[ RadSafe ] DOE computers hacked; Info on 1,500 taken

[Susan Gawarecki]

DOE computers hacked; Info on 1,500 taken
By H. Josef Hebert, Associated Press Writer  |  June 9, 2006

WASHINGTON --A hacker stole a file containing the names and Social 
Security numbers of 1,500 people working for the Energy Department's 
nuclear weapons agency.  But in the incident last September, somewhat 
similar to recent problems at the Veterans Affairs Department, senior 
department officials were told only two days ago, officials told a 
congressional hearing Friday. None of the victims was notified, they 
said.  The data theft occurred in a computer system at a service center 
belonging to the National Nuclear Security Administration in 
Albuquerque, N.M. The file contained information about contract workers 
throughout the agency's nuclear weapons complex, a department spokesman 
said.

NNSA Administrator Linton Brooks told a House hearing that he learned of 
the security break late last September, but did not inform Energy 
Secretary Samuel Bodman about it. It had occurred earlier that month.  
Bodman first learned of the theft two days ago, according to his 
spokesman.  "He's deeply disturbed by the way this was handled," said 
Craig Stevens, a spokesman for Bodman.

Rep. Joe Barton, R-Texas, chairman of the Energy and Commerce Committee, 
called for Brooks' resignation because of his failure to inform Bodman 
and other senior DOE officials of the security failure.  The House 
Energy and Commerce oversight and investigations subcommittee learned of 
the security lapse Thursday evening on the eve of its hearing on DOE 
cyber security, said Rep.
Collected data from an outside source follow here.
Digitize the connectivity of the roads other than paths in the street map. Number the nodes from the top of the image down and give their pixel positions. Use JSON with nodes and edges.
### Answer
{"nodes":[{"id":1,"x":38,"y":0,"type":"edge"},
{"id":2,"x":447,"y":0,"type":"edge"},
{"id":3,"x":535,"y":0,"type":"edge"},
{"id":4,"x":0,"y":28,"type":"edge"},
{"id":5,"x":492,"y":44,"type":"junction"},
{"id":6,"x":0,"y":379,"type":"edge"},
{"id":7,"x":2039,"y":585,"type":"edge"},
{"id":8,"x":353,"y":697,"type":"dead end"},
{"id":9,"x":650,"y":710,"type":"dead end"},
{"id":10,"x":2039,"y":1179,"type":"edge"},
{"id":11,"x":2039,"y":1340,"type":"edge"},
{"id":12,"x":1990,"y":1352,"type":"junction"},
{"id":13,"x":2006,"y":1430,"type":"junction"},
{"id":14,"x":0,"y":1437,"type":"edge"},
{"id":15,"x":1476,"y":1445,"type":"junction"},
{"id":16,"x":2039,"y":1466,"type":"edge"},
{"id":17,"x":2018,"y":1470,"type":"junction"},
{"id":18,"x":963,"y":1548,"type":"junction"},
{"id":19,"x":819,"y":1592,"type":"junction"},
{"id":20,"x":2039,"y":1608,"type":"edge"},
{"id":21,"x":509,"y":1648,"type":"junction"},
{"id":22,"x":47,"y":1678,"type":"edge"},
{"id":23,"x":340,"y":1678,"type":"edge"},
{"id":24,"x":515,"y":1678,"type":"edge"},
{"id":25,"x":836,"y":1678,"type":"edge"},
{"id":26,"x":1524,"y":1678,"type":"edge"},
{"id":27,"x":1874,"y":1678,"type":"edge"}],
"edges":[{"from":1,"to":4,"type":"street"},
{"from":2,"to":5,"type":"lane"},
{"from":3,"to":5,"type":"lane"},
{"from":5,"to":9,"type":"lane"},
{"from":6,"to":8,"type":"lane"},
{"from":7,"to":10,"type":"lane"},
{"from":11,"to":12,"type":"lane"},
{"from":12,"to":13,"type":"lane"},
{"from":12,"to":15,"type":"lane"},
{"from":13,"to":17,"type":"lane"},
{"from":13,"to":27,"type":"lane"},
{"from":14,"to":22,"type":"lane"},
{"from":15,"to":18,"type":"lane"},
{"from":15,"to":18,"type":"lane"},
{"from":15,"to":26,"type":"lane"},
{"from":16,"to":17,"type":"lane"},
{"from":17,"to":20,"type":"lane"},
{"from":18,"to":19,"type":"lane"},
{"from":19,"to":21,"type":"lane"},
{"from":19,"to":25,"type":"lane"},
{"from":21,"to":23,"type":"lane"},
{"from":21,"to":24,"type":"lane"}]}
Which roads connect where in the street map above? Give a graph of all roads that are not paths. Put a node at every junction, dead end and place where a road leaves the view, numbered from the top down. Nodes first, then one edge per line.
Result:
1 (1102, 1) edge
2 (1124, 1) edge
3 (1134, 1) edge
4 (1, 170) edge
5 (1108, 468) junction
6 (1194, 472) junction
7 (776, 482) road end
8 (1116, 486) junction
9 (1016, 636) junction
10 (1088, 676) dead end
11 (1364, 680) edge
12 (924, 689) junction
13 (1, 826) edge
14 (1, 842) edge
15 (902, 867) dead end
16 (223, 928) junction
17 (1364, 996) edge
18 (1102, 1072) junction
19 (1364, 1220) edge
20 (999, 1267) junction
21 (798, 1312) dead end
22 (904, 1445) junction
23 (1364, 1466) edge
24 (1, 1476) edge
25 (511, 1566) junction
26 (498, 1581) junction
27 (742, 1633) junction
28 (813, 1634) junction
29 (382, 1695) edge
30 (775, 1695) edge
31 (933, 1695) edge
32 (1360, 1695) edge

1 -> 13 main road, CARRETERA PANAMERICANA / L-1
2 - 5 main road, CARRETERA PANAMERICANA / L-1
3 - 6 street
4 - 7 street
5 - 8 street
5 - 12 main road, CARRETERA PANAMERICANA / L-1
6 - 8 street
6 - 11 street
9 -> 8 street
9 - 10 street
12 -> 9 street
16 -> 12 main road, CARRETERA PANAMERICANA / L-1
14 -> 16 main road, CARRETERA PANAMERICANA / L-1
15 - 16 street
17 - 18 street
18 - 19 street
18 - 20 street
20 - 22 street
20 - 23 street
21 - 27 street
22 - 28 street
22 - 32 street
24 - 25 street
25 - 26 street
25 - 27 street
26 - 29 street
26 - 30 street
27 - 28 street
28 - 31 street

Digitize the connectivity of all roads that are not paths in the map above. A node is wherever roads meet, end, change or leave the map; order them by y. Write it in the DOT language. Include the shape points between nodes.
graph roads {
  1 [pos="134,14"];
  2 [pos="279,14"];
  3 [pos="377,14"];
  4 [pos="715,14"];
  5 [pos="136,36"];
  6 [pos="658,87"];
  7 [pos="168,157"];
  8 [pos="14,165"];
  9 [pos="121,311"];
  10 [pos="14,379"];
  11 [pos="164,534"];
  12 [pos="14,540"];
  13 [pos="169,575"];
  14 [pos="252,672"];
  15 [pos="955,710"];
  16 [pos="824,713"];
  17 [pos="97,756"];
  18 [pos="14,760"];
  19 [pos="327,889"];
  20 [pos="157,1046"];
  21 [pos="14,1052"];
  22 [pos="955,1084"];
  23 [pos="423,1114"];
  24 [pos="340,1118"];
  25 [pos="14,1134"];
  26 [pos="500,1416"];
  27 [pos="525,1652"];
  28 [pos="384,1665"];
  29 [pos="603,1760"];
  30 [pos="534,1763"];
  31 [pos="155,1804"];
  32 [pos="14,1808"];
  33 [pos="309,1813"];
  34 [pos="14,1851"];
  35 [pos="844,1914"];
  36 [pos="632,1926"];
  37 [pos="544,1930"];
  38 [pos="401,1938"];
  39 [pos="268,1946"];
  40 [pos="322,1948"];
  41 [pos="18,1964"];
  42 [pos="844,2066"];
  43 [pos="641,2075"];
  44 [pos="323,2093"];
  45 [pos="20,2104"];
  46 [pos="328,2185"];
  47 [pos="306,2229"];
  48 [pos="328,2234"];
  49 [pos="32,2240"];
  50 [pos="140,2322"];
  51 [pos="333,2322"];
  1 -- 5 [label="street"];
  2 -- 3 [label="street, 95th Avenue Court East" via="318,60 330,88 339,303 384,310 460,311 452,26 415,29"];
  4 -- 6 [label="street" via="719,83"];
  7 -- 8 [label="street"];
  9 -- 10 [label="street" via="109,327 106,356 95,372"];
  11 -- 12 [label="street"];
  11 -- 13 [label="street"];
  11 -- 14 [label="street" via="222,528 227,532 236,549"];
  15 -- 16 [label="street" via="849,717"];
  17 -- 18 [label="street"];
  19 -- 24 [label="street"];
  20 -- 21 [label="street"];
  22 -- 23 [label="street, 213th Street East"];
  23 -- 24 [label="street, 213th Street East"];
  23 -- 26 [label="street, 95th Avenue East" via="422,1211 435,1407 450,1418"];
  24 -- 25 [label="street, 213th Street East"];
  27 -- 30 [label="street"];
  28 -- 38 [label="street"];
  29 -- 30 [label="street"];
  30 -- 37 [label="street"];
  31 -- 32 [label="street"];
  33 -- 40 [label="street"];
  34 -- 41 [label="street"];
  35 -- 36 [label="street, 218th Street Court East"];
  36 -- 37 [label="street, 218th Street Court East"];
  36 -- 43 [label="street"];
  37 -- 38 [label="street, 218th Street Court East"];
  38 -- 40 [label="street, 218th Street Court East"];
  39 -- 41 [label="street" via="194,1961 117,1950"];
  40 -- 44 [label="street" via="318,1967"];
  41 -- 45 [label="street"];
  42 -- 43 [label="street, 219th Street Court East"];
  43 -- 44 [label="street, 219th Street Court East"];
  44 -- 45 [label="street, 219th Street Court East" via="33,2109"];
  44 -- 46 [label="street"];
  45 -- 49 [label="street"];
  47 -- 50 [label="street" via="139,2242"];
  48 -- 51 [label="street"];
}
Ed Whitfield, R-Ky., chairman of the panel.  
The issue dominated lawmakers questioning of DOE officials at the 
hearing. After an open session, the subcommittee continued questioning 
Brooks and other officials about it at a closed session because of the 
security implications.

Although the compromised data file was in the NNSA's unclassified 
computer system -- and not part of a more secure classified network that 
contains nuclear weapons data -- the DOE officials would provide only 
scant information about the incident during the public hearing.  Brooks 
said the file contained names, Social Security numbers, date-of-birth 
information, a code where the employees worked and codes showing their 
security clearances. A majority of the individuals worked for 
contractors and the list was compiled as part of their security 
clearance processing, he said.

Tom Pyke, DOE's official charged with cyber security, said that he 
learned of the incident only a few days ago. He said the hacker, who 
obtained the data file, penetrated a number of security safeguards in 
obtaining access to the system.  Stevens said that Bodman, upon learning 
of the incident, directed that the individuals be immediately told their 
information had been compromised.  Brooks acknowledged that no attempt 
was made to notify the individuals until now. He declined to elaborate 
because of security concerns, but indicated he could tell the lawmakers 
more in the closed session.

"If somebody got that information from your file, wouldn't you be a 
little concerned if nobody told you?" Rep. Diane DeGette, D-Colo., asked 
Brooks.  "Of course I would," he replied.